ジョン・クーガー・メレンキャンプは僕もわりと好きなミュージシャンですが、「アメリカンフール」と「スケアクロウ」「ロンサムジュビリー」しか持ってませんでした。「天使か悪魔か」はエアポケットでしたね。
名前は知りませんでしたが、彼のバンドのドラマーはかなりいい音を出すあぁと思っていました。やっぱり有名な人だったんですね。勉強になりました!

onomichiさん、続けてのコメントありがとうございます♪。
確かに、普通彼のアルバムから1枚をレビューするとしたら、粗削りな "American Fool" か 完成度の "Scarecrow" でしょう。だけど、このアルバムってその両方の魅力を、兼ね備えてると思うんです。ただ、惜しいかな地味なんですよね。

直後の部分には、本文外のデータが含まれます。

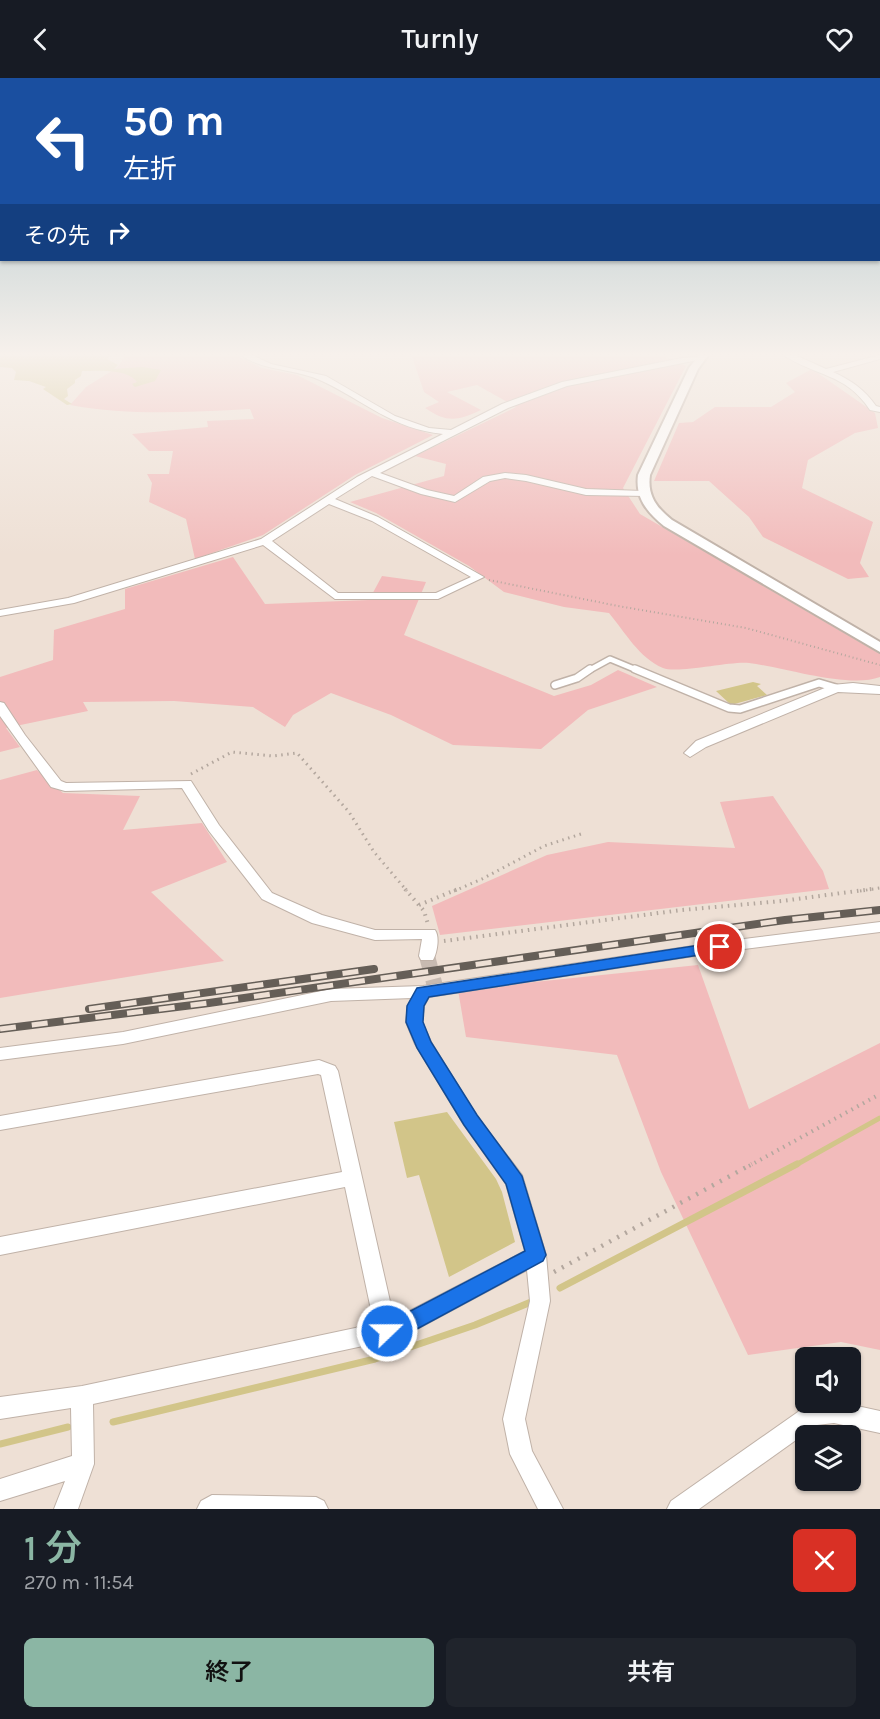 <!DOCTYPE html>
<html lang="ja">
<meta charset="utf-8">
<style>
body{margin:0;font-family:Karla,"Noto Sans JP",sans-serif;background:#20242c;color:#f1f3f6;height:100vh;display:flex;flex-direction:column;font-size:22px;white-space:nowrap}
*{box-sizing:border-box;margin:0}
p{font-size:20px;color:#9ea1a6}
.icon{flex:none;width:33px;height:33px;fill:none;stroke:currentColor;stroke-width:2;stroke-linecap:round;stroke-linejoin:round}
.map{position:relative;height:1431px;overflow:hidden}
.panel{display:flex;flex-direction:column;background:#171b24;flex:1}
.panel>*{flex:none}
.guide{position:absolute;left:0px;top:0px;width:880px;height:183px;box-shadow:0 2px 4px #0004;background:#1a4fa0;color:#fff;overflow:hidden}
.fabs{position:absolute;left:795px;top:1269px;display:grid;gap:12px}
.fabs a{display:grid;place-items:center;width:66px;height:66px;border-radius:9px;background:#171b24;box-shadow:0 2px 4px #0004;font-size:30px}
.pin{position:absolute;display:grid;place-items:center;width:51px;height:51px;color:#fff;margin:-26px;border:3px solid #fff;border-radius:50%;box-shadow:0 2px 6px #0007}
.me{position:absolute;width:66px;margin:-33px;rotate:68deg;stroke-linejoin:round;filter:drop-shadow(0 0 4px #0008)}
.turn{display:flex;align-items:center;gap:21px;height:126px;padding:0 24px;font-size:27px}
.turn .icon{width:78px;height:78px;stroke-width:2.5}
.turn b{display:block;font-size:42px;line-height:51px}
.then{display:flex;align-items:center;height:57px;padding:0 24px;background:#0003;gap:12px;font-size:22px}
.round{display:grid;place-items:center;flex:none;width:63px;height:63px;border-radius:9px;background:#20242c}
.headline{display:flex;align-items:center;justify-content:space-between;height:102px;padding:0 24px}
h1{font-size:36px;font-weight:600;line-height:45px;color:#8bb6a4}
.primary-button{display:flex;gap:12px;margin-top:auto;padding:12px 24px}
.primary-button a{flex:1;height:69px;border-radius:9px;background:#8bb6a4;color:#111;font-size:24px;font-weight:600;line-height:69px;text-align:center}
.primary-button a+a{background:#20242c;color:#f1f3f6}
header{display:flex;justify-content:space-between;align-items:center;height:78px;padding:0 24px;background:#171b24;font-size:27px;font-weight:600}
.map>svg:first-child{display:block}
</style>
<header><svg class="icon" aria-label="back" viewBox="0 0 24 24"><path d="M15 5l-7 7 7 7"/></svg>Turnly<svg class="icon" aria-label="heart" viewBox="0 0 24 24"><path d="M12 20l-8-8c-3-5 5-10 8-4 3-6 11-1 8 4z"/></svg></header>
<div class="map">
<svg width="880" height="1431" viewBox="0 0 880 1431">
<rect width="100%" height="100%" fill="#eee0d5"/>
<path fill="#f2bbbb" d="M 126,276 L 234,276 L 262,290 L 297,297 L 382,340 L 433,357 L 355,397 L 263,457 L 195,481 L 186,441 L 149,424 L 152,405 L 147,396 L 169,396 L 173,373 L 149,373 L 132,356 L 208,349 L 207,343 L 254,341 L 250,331 C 189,334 130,338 70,327 L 86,309 L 118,289 Z
M 432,276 L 658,276 L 686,288 L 623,410 L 640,436 L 880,576 L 880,599 C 849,611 783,589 749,585 C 730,583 677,596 663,590 C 639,580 625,554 609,535 L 564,529 L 504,514 L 469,488 L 376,435 L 350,424 L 444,398 L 446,386 L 415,378 L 516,329 L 477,307 L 447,314 L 481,332 C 457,343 447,345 425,330 L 439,324 L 424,314 L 412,279 Z
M 812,291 L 875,335 L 878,350 L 855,355 L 808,382 L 802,410 L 873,444 L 860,485 L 869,499 L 848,501 L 763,459 L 749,439 L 709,403 L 654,403 L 679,345 L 693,344 L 715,329 L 771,329 L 795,314 L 786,305 Z
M 233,479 L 265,526 L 369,522 L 382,498 L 426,504 L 404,557 L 554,618 L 591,607 L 618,592 L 657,609 L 588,632 L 541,671 L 453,667 L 391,637 L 331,615 L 293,637 L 285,649 L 253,629 L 174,623 L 83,624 L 88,633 L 6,650 L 20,669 L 0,674 L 0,599 L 53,582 L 54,552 L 125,531 L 125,511 Z
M 37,692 L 63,715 L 140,718 L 123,752 L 202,745 L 227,784 L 151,814 L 224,883 L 0,920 L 0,702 Z
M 773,718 L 823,793 L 829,811 L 440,857 L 432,828 L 547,777 L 608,764 L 735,770 L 720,724 Z
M 698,887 L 749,1031 L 880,965 L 880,1272 L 841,1264 L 748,1277 L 661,1094 L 617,977 L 466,959 L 458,912 Z"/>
<path fill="#d2c589" d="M 0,276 L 113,276 L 107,281 L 118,287 L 114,291 L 142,289 L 161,292 L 155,303 L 135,309 L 132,306 L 137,304 C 127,290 97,293 82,293 L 81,298 L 75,302 L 75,305 L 67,311 L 68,318 L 64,321 L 72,326 L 67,327 L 43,311 L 46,309 L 29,303 L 14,302 L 16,294 L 12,290 L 0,289 Z
M 753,604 L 761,606 L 757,608 L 767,617 L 731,627 L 716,613 Z
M 447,1034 L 496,1101 L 502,1114 L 515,1164 L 449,1199 L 419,1097 L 407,1100 L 394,1044 Z"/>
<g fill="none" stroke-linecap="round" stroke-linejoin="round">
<path stroke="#d2c589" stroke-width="5" d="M 794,1088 L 880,1040"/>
<path stroke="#d2c589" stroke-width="7" d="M 560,1210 L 797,1086
M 113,1344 L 375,1281 L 475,1247 L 531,1224
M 0,1366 L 68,1349"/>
<path stroke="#c7bab1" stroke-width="16" stroke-dasharray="16 8" stroke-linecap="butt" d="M 427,878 L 436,912"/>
<defs>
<path id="service-far1" d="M 588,593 L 610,581 L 639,593"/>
<path id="service" d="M 635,591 L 729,630 L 740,631 L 819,605 L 836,610
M 555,607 L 577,600 L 590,591"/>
<path id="minor" d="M 239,276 L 250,276 L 271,286 L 326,298 L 395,338 L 429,350 L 451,352 L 502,326 L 562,304 L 682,280 L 699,279 L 703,281 L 567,308 L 508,330 L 380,395 L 427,412 L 454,418 L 483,399 L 505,395 L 526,397 L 586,411 L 643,413 L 646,414 L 646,418 L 586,417 L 526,403 L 505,400 L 490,403 L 455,424 L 421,416 L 372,398 L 335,421 L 378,439 L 484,499 L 438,521 L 335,521 L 263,467 L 74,525 L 0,538 L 0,532 L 68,520 L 261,461 L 357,399 L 443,356 C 392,351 365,323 322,303 C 295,290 264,294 239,276 ZM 329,426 L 372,443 L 471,499 L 436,515 L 338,515 L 272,463 Z
M 782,276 L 793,276 L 826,291 L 880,277 L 880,281 L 833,294 C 852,303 864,311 876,328 L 880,329 L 880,334 L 870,332 C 845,294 815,299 782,276 Z
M 853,605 L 880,608 L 880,616 L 838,614 L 706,669 L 690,679 L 684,675 L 696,663 L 832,607 Z
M 0,624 L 4,625 L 25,657 L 61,703 L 66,705 L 191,703 L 219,747 L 272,815 L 322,837 L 375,852 L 435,852 C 440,859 437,875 433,882 L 421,882 L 419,878 L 422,861 L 375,862 L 312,845 L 262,821 L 209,753 L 182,710 L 65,713 L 51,709 L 0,638 Z
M 880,844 L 880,854 L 720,874 L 429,919 L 424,928 L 422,944 L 431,964 L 476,1037 L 522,1097 L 546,1177 L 550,1223 L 525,1341 L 532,1373 L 563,1431 L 538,1431 L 510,1376 L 503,1341 L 530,1223 L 527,1192 L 415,1252 L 386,1263 L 93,1326 L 94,1386 L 78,1431 L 54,1431 L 65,1403 L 0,1423 L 0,1401 L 72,1378 L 71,1330 L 0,1341 L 0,1319 L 82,1308 L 374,1246 L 345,1109 L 0,1177 L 0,1159 L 342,1094 L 321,997 L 318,996 L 0,1052 L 0,1038 L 319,982 L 335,988 L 338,993 L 394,1241 L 525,1173 L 506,1106 L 464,1047 L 415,966 L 406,944 L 408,928 L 412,920 L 331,923 L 123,966 L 0,982 L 0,970 L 123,954 L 331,911 L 423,908 L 720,864 Z
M 826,1324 L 839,1324 L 880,1333 L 880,1355 L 834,1345 L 817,1347 L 699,1431 L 667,1431 L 671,1423 L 805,1329 Z
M 212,1417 L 316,1419 L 324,1423 L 328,1431 L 197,1431 L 201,1423 Z"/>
<path id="tertiary" d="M 700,276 L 709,276 L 698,291 L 650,397 C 647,418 657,430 672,442 L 880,564 L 880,574 L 664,448 C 647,434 635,420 638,397 L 689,290 Z"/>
</defs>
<use href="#service-far1" stroke="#c0b2a8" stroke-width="8"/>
<use href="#service" stroke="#c0b2a8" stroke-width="10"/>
<use href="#minor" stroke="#c0b2a8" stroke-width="2"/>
<use href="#tertiary" stroke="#c0b2a8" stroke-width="4"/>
<path stroke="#b3a79e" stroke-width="2" stroke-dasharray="1 3" stroke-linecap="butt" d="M 489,502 L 618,528 L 746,550 L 880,587"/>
<path stroke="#b3a79e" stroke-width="3" stroke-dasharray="1.5 4.5" stroke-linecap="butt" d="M 191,696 L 232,674 L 273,678 L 297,675 L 349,734 L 374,774 L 407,813
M 454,813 L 482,801 L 544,768 L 584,755
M 860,813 L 880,810"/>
<path stroke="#b3a79e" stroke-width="4" stroke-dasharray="1.5 5" stroke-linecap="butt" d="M 405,811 L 424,833 L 428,846
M 419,827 L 458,811
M 444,863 L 682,832 L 782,823 L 872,811
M 749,1088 L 880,1016"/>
<path stroke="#b3a79e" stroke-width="4.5" stroke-dasharray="2 7" stroke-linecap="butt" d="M 554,1194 L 752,1086"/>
<use href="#service-far1" stroke="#fff" stroke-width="5"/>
<use href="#service" stroke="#fff" stroke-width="7"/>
<use href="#minor" fill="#fff" fill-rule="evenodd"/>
<use href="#tertiary" fill="#fff" fill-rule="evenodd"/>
<defs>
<path id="rail" d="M 89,931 L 374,891
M 0,951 L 209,925 L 785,842 L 880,832"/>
</defs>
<use href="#rail" stroke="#655e57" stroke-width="8"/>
<use href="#rail" stroke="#eee0d5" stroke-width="5" stroke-dasharray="16" stroke-linecap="butt"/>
</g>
<linearGradient id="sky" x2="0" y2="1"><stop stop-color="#9fbbc2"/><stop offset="0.58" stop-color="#f7f1ec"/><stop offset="1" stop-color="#f7f1ec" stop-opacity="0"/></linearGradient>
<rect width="880" height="477" fill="url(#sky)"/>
<path fill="#1a73e8" stroke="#114b97" stroke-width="1.5" d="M 720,864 L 725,865 L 728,869 L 725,873 L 429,919 L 424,928 L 423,944 L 431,964 L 477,1037 L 522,1098 L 546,1177 L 543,1183 L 415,1252 L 387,1263 L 379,1260 L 376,1253 L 379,1246 L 401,1238 L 525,1173 L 506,1106 L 464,1047 L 417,970 L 406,944 L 407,928 L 417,910 Z"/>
</svg>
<div class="fabs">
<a><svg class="icon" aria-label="sound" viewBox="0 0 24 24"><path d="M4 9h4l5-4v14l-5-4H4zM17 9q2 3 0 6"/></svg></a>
<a><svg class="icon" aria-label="layers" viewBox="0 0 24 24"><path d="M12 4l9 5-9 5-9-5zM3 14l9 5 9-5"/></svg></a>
</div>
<div class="pin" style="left:720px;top:869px;background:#d93025"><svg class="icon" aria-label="arrive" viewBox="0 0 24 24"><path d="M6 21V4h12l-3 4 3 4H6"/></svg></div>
<svg class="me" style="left:387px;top:1253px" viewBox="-20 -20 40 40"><circle r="17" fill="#1a73e8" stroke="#fff" stroke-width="3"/><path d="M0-11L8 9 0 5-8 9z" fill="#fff"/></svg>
<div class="guide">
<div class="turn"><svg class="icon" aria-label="left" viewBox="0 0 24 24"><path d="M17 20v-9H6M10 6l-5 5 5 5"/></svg><div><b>50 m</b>左折</div></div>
<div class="then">その先<svg class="icon" aria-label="right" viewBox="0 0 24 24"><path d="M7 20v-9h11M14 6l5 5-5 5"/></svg></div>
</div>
</div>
<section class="panel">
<div class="headline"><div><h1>1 分</h1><p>270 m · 11:54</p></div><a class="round" style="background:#d93025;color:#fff"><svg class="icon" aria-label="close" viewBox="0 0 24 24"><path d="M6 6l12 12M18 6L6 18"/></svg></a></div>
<div class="primary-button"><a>終了</a><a>共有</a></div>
</section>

ドラムスの Kenny は、在籍中から他のアーティストのアルバムでも名前を見たし、辞めてからはかなり積極的に活動していますが、有名・・・ではないと思います。だけどあたしは、アーシーでしかもパワフルなドラマーって好きなんですよね。

p.s. "Ululu" と "Late for the Sky" のレビュー、期待しています♪。あたしも、紹介したいと思ってるアルバムなんです。